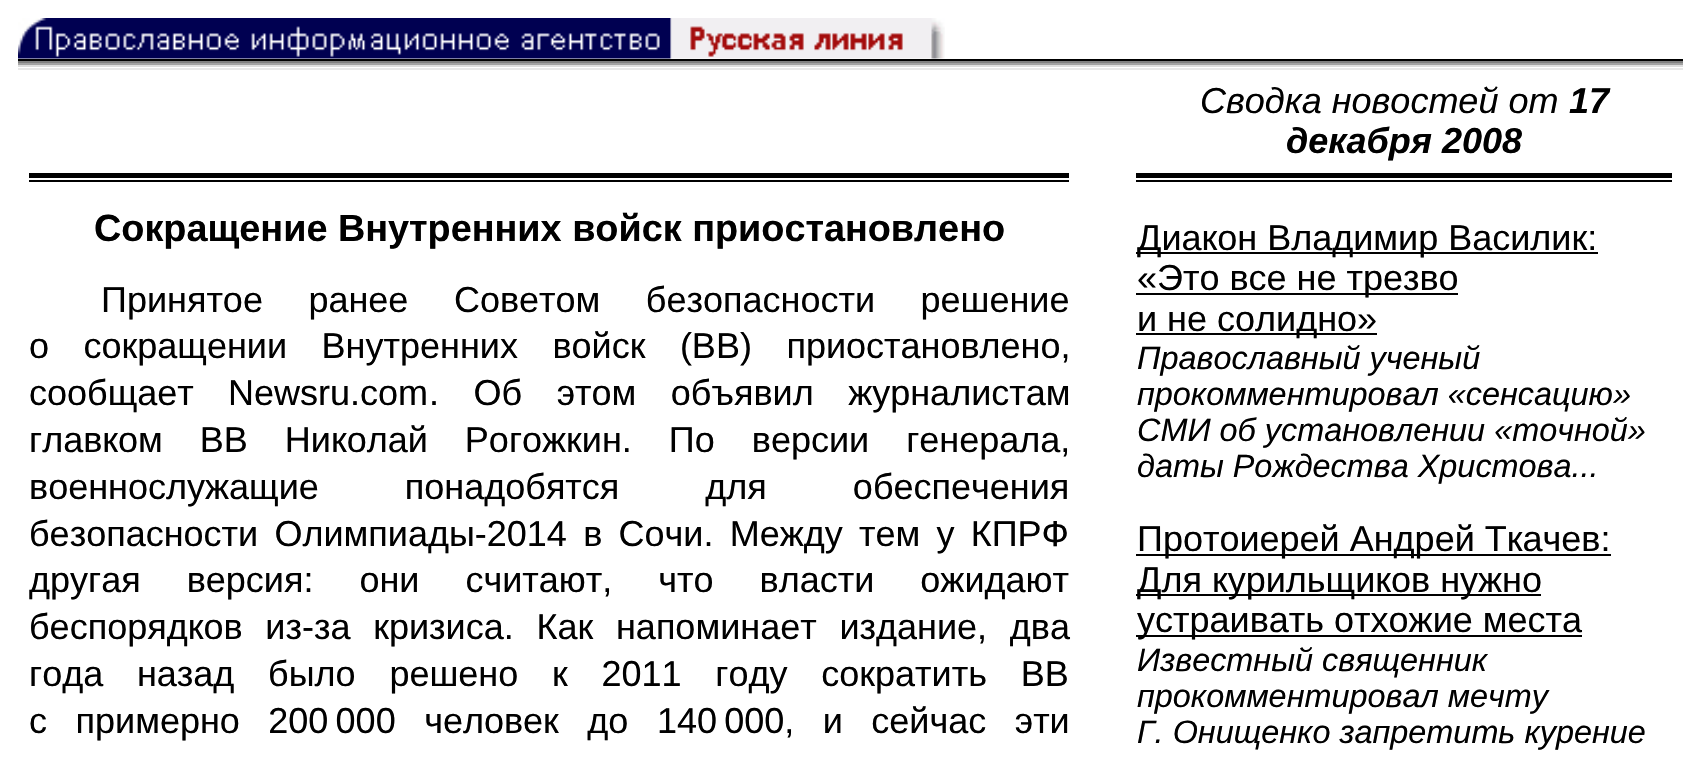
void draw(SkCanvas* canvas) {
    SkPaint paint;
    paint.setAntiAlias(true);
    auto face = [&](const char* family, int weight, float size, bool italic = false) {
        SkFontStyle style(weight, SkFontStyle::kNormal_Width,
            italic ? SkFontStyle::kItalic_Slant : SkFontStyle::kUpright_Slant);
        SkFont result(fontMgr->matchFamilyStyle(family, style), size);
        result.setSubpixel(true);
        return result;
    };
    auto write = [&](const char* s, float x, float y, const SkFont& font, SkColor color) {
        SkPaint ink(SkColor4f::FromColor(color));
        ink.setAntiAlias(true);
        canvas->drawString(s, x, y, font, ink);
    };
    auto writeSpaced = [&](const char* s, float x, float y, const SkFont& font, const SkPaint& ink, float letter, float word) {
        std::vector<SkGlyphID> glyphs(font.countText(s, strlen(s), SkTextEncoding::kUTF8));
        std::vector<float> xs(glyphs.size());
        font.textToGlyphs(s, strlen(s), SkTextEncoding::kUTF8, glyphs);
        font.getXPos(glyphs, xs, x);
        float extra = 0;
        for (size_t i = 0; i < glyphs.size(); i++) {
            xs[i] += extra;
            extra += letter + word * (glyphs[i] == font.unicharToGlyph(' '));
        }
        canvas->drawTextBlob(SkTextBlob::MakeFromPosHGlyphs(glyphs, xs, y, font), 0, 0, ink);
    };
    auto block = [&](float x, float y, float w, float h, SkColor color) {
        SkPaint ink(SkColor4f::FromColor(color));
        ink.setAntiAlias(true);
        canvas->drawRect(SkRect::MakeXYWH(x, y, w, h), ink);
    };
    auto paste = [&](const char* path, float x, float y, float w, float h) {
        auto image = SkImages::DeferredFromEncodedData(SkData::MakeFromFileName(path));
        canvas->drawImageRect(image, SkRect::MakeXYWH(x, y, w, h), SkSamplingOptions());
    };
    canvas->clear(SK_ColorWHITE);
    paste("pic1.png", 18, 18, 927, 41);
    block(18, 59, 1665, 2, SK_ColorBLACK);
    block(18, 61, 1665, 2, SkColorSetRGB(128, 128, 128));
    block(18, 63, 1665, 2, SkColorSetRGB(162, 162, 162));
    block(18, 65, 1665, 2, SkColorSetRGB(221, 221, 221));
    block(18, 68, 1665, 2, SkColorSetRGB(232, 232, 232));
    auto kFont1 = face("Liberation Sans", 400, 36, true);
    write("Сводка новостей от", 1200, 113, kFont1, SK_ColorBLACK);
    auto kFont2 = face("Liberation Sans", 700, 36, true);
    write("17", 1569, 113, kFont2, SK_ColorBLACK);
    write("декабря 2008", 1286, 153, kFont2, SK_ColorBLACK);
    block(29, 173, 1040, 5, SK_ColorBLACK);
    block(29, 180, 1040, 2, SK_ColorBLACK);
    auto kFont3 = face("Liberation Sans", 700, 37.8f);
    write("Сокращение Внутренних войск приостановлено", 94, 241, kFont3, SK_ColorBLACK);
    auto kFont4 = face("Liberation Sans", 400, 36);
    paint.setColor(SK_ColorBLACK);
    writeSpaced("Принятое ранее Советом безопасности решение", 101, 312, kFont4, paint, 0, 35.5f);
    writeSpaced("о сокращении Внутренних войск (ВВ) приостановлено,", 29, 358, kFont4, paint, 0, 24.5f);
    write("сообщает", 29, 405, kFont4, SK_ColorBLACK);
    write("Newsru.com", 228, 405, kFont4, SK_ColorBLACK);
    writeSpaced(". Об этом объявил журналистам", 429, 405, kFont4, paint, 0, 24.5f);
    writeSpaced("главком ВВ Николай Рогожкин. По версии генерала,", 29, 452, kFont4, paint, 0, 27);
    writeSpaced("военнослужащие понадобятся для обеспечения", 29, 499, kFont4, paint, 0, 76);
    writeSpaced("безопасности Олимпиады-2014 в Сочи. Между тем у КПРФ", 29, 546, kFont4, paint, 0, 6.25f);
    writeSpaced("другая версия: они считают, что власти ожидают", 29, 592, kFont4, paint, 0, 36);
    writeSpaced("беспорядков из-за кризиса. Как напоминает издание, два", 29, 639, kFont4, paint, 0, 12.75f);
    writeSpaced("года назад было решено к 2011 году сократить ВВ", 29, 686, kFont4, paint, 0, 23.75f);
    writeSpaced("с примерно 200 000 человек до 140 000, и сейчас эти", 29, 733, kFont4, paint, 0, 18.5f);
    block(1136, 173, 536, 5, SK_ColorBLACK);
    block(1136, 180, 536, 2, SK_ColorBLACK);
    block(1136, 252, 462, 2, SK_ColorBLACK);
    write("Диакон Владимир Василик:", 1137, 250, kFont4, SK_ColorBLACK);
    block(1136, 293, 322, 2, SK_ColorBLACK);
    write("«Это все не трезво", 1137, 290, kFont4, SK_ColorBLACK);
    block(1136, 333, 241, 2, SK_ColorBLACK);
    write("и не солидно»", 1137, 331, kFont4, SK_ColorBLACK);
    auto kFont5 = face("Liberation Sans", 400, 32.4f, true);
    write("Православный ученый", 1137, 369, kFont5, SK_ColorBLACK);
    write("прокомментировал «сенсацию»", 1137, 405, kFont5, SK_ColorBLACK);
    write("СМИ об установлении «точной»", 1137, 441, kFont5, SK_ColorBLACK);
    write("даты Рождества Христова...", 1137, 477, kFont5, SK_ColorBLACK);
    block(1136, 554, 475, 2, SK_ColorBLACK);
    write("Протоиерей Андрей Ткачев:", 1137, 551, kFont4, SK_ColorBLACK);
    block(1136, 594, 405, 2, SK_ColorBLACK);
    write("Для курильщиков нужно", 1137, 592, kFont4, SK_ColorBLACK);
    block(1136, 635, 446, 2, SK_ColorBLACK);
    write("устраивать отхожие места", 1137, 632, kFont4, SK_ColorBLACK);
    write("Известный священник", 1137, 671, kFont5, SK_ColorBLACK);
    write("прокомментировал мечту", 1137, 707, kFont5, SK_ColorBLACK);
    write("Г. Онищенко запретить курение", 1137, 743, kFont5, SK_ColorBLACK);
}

What is expected :: Using the data above, repeat exactly the lines that begin at the line with "canvas->drawString(s, x, y, font, ink);" and end at the line with "auto writeSpaced = [&](const", both ends included.

Answer area ::
        canvas->drawString(s, x, y, font, ink);
    };
    auto writeSpaced = [&](const char* s, float x, float y, const SkFont& font, const SkPaint& ink, float letter, float word) {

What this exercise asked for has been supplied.